Lettre ouverte d'un anthropologue à Khalida Toumi

Lettre ouverte d'un anthropologue à Khalida Toumi

Au cours du mois de juillet 2009, j’ai adressé à Mme Khalida Toumi, Ministre de la Culture, une lettre -en recommandé avec accusé de réception- dans laquelle je lui faisais part d’un projet original, dans le cadre de mes compétences. Mon intention était de révéler à nos enfants et au public algérien non familiarisés avec les composantes de notre histoire plusieurs fois millénaire, les myriades de stèles libyques (*) et phéniciennes faisant partie du patrimoine immémorial de l’Algérie

Les mois ont passé. Aucune réponse n’est venue de la part de la ministre de la culture. J’ai adressé une nouvelle lettre à Mme Toumi, restée également sans réponse. C’est alors que j’ai découvert le site Web du ministère de la culture, j’ai alors adressé cette fois un émail à Mme Yahi, la chef de cabinet de la ministre, en ces termes :

« Madame Yahi Zéhira.
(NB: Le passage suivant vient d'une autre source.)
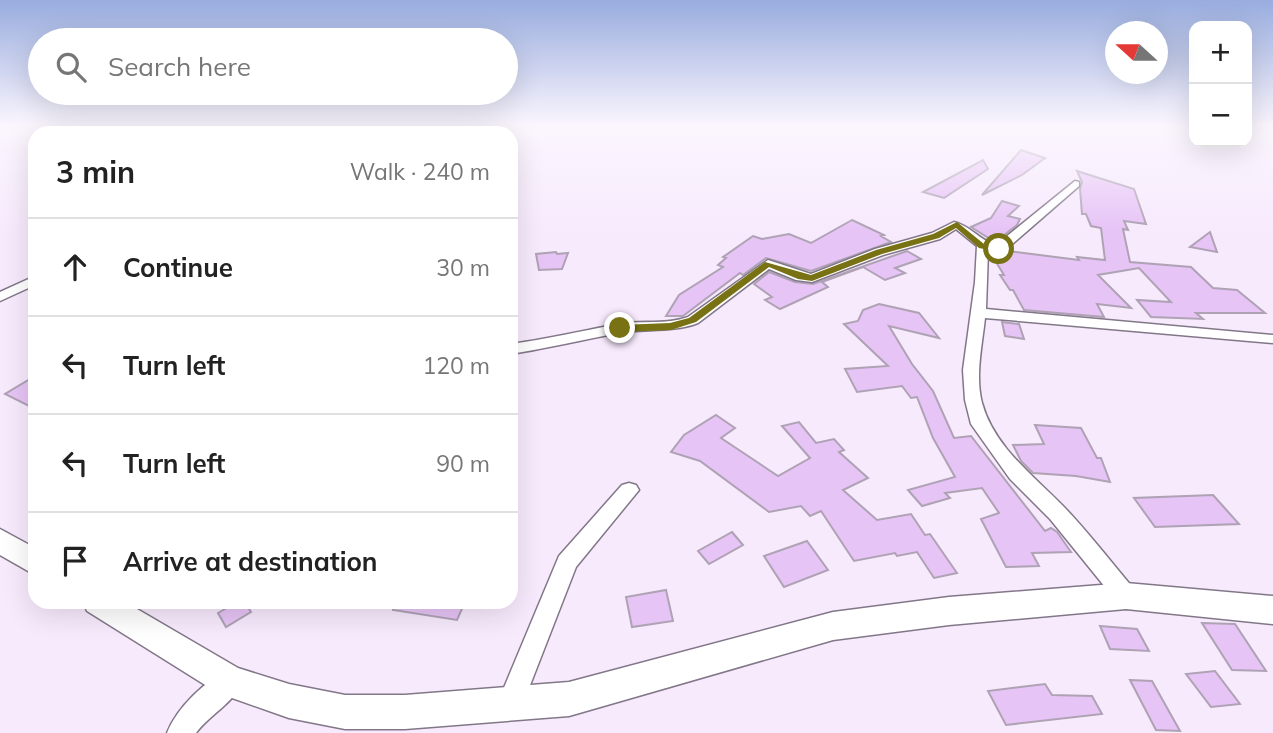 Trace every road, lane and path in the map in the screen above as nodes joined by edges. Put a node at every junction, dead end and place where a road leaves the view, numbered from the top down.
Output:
1 (1075, 184) dead end
2 (982, 247) junction
3 (28, 283) edge
4 (0, 297) edge
5 (978, 313) junction
6 (1273, 339) edge
7 (518, 348) edge
8 (629, 490) dead end
9 (0, 540) edge
10 (28, 558) edge
11 (1126, 596) junction
12 (110, 609) edge
13 (1273, 610) edge
14 (230, 682) junction
15 (511, 702) junction
16 (180, 733) edge

1 - 2 street
2 - 5 street
2 - 7 street
3 - 4 street
5 - 6 street
5 - 11 street
8 - 15 street
9 - 10 street
11 - 13 street
11 - 15 street
12 - 14 street
14 - 15 street
14 - 16 street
Si vous rencontrez Mme Toumi dans les couloirs, dans son bureau ou entre deux petits fours, soyez aimable de lui rappeler ma lettre du mois de juillet dernier, restée sans réponse à ce jour 14 décembre 2009, contrairement aux règles de la bienséance les plus élémentaires. Avec mes salutations chaleureuses. P.S : Je vous adresse en Pièces jointes la copie de cette lettre.

Ali Farid Belkadi, le 14 décembre 2009 à 15 heures.

Mme Yahi me répond quelques heures plus tard :

« Bonjour monsieur, Malgré le ton fort désagréable de votre email, j'ai lu avec intérêt votre courrier et, après recherches, vous affirme que nous ne l'avons jamais reçu. Afin de remettre votre lettre, dont le contenu est fort intéressant, à madame la ministre, je vous serais reconnaissante de bien vouloir m'envoyer les pièces jointes auxquelles vous faites référence. Parfaite considération, Zéhira Yahi ».

J’ai (re)envoyé par émail le courrier à Mme Yahi, auquel j’ai joint un épais fichier de plusieurs mégaoctets, qui incluait une série de photographies personnelles prises dans les réserves du Musée du Louvre. J’ai assemblé à mon courrier des extraits documentaires tirés de mes archives particulières, consacrées à l’antiquité. Ainsi que les copies de contributions à deux colloques, parues dans des publications spécialisées.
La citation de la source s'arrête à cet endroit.